Les NFT, paradis du blanchiment d’argent ? Après Bitcoin, une nouvelle cible facile aux fantasmes anti-cryptos
Le 26 janvier 2022, Chainalysis publie un rapport soulignant le rôle croissant de la finance décentralisée (DeFi) en matière de blanchiment d’argent. Bien que les fonds blanchis dans les cryptomonnaies soient quasiment marginaux par rapport aux montants blanchis en monnaies fiduciaires, ce type de statistique pénalise tout de même le développement d’un secteur jeune que la plupart des gouvernements et des régulateurs ne voient pas forcément d’un bon œil. Un nouveau rapport du Trésor américain s’attaque cette fois-ci aux investissements dans les tokens non fongibles (NFT), un sous-secteur de la cryptosphère qui n’échapperait pas non plus à l’afflux de fonds parfois douteux.
Les NFT et le blanchiment : nouveau marronnier crypto ?
Le 4 février 2022, le département du Trésor américain a publié un rapport de 40 pages alertant de l’existence de preuves quant à l’utilisation des NFT pour blanchir de l’argent sur le marché des arts de grande valeur.
Le rapport évoque « la possibilité de transférer certains NFT via Internet sans se soucier de la distance géographique et par-delà les frontières presque instantanément », des avantages qui encourageraient les criminels à utiliser l’art numérique pour blanchir leurs revenus illicites.
Grâce à cette facilité de transfert des NFTs, les criminels échapperaient en effet aux « coûts financiers, réglementaires ou d’enquête potentiels d’une expédition physique ».
Au premier trimestre 2021, le marché des NFT a enregistré 1,5 milliard de dollars de transactions, soit 7,5% du marché total de l’art américain qui pesait 20 milliards de dollars à la même période.
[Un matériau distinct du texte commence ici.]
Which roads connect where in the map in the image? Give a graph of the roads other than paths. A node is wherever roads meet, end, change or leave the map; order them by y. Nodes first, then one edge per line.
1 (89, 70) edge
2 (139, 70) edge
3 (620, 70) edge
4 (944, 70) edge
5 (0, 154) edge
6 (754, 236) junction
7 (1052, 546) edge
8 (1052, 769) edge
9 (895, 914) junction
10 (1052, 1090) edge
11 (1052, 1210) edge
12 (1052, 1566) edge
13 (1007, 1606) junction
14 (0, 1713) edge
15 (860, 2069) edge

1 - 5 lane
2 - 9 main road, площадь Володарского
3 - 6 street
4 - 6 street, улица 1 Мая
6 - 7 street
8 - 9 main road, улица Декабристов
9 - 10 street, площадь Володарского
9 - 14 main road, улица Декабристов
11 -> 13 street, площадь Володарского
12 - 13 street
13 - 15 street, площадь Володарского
Le Trésor américain souligne toutefois la très forte proposition croissante de NFT vendus par des collectionneurs réels et bien intentionnés, ainsi que la croissance des places de marché NFT telles OpenSea ou SuperRare.
Le rapport du 2 février 2022 de Chainalysis confirme cependant l’existence à la marge de certaines pratiques de blanchiment d’argent sur les marchés des NFT. La société d’analyse blockchain indique toutefois que seulement 1,4 million de dollars provenant de portefeuilles illicites ont été envoyés aux marchés des NFT durant le quatrième trimestre 2021. Pour contextualiser ce chiffre, rappelons que 8,6 milliards de dollars de fonds ont été par contre blanchis en utilisant les cryptomonnaies en général durant toute l’année 2021.
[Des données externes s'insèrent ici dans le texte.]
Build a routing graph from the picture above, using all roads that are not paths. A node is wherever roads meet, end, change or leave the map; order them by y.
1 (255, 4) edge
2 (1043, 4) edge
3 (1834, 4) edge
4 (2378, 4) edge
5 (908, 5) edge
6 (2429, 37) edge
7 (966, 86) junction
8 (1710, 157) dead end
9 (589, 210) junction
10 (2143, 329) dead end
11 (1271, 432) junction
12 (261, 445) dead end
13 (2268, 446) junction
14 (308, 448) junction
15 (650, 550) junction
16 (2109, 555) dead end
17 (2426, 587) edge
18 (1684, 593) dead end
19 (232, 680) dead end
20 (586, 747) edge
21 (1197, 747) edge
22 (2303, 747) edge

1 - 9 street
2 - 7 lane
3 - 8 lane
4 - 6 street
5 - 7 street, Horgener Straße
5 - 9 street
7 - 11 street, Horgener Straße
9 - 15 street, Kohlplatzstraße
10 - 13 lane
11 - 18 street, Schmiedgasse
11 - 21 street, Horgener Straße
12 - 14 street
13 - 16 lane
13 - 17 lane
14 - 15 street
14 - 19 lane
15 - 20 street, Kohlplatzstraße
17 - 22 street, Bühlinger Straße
Les NFT gonflés à la hype… et à l’arnaque ?
Les fonds blanchis via les NFT sont donc presque dérisoires comparativement au montant blanchi dans la cryptosphère en général. Pour autant, ces NFT pourraient bien permettre aux criminels avisés de pratiquer un wash trading plus rentable, selon Chainalysis.
Le wash trading consiste pour une personne, à se vendre un actif à elle-même, envoyant donc le NFT de son portefeuille vers un autre qui lui appartient également : si un observateur novice aura l’impression d’observer une vente tout à fait normale, la valeur et la liquidité réelle de l’actif concerné seront en réalité artificiellement gonflées.
Selon Chainalysis, 110 traders véreux ont pu réaliser un profit de près de 8,9 millions de dollars grâce au wash trading de NFT en 2021.
Pour terminer sur une note positive, le Trésor US indique que si le blanchement d’argent via les NFTs est donc une réalité, les tokens non fongibles ne seraient toutefois probablement pas impliqués dans des activités liées au financement du terrorisme.
Les détracteurs de NFT se délecteront certainement de ce type de rapport, ne retenant qu’une information : les tokens non fongibles servent parfois à blanchir de l’argent, faisant fi des détails qui amoindrirait le poids de cet argument en défaveur des NFT. Ce type de raccourci, comme celui accusant les NFT de faire joyeusement brûler la planète pendant que les aficionados de cryptomonnaies danseraient au milieu du chaos, semble convaincre plus facilement que la vérité des chiffres… et toutes ses nuances.